◆ EXERCISE OBJECTIVE ◆
Search through the entries for the word "dead" and copy every line that has it.

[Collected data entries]
★ ★ ★ ★ ★
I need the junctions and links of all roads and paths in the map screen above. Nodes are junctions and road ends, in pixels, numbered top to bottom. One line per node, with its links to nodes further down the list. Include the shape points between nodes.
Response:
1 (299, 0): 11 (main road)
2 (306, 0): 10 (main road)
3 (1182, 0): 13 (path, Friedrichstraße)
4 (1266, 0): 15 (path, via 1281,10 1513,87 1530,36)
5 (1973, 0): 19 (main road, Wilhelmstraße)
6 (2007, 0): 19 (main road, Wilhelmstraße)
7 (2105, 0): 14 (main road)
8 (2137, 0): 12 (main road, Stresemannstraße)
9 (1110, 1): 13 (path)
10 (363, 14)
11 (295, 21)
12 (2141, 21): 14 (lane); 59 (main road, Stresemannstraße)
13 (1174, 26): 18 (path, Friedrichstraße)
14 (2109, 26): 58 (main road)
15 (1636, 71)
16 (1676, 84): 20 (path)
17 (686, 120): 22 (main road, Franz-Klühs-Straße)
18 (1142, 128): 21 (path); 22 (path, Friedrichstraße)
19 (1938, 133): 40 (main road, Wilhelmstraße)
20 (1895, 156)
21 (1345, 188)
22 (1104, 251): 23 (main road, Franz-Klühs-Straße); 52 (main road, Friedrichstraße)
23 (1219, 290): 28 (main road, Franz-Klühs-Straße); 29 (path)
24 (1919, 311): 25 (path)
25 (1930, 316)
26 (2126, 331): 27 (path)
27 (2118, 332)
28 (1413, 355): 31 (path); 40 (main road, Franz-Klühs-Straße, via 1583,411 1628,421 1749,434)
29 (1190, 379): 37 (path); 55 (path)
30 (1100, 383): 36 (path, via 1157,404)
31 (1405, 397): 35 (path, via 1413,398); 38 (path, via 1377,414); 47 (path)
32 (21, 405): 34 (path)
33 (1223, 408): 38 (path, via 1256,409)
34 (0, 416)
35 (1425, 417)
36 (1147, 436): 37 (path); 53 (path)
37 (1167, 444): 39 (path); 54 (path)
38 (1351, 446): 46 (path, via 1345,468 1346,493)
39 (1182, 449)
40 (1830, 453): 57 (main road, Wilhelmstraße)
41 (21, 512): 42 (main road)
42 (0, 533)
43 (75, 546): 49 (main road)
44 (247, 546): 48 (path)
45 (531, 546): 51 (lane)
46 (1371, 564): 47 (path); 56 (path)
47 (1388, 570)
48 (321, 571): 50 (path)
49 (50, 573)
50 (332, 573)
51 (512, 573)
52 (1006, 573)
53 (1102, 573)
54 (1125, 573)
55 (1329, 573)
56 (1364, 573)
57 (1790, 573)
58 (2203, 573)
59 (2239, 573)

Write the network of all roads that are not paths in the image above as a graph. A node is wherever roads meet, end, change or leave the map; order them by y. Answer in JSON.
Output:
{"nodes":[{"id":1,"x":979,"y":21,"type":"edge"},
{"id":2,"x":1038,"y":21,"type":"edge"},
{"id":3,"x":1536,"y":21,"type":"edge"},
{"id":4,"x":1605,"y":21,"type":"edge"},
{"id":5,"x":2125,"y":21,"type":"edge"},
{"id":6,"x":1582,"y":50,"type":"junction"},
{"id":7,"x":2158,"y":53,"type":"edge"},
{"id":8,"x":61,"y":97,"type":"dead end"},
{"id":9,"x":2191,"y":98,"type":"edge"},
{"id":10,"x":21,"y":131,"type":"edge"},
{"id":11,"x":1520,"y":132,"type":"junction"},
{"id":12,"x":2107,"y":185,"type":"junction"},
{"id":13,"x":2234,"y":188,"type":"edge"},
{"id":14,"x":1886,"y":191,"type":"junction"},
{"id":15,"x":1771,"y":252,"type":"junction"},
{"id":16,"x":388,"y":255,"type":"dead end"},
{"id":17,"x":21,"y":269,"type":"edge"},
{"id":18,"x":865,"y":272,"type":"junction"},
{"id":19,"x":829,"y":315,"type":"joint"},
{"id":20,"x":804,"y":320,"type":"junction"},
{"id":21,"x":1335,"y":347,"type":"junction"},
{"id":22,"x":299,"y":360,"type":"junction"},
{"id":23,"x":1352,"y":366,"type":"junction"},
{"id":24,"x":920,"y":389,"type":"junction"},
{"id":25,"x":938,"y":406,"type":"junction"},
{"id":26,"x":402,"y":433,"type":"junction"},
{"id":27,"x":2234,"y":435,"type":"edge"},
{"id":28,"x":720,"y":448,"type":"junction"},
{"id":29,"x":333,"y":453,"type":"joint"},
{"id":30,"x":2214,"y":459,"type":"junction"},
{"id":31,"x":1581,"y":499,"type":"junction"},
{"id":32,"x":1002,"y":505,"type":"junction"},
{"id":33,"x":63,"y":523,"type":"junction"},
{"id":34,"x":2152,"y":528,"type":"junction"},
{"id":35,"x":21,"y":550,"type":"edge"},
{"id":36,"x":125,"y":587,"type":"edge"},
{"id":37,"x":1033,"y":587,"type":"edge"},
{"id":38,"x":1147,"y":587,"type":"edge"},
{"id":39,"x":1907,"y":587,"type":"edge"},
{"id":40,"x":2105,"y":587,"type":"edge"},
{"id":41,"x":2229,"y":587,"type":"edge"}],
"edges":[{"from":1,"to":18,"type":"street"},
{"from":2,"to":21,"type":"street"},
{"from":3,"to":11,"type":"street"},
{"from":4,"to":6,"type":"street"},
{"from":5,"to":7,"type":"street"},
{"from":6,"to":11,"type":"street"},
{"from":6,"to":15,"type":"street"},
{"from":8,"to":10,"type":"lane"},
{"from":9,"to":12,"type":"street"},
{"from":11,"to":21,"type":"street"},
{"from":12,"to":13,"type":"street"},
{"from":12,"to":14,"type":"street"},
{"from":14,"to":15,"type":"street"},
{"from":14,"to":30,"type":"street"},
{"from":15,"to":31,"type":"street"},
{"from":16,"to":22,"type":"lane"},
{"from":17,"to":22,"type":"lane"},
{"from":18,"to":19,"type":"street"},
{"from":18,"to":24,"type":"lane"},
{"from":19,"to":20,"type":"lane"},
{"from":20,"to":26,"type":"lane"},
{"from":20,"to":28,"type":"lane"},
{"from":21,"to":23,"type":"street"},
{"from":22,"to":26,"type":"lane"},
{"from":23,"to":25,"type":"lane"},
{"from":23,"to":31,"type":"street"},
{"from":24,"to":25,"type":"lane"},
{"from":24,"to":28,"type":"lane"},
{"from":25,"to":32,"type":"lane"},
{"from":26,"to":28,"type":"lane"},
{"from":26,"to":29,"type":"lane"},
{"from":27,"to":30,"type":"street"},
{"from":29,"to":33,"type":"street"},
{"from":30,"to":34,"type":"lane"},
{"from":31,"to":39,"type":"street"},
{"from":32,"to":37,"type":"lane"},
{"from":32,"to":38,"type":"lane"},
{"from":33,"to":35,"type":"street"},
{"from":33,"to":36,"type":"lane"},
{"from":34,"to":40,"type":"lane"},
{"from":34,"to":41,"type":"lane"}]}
★ ★ ★ ★ ★
◆ FINAL ANSWER ◆
{"id":8,"x":61,"y":97,"type":"dead end"},
{"id":16,"x":388,"y":255,"type":"dead end"},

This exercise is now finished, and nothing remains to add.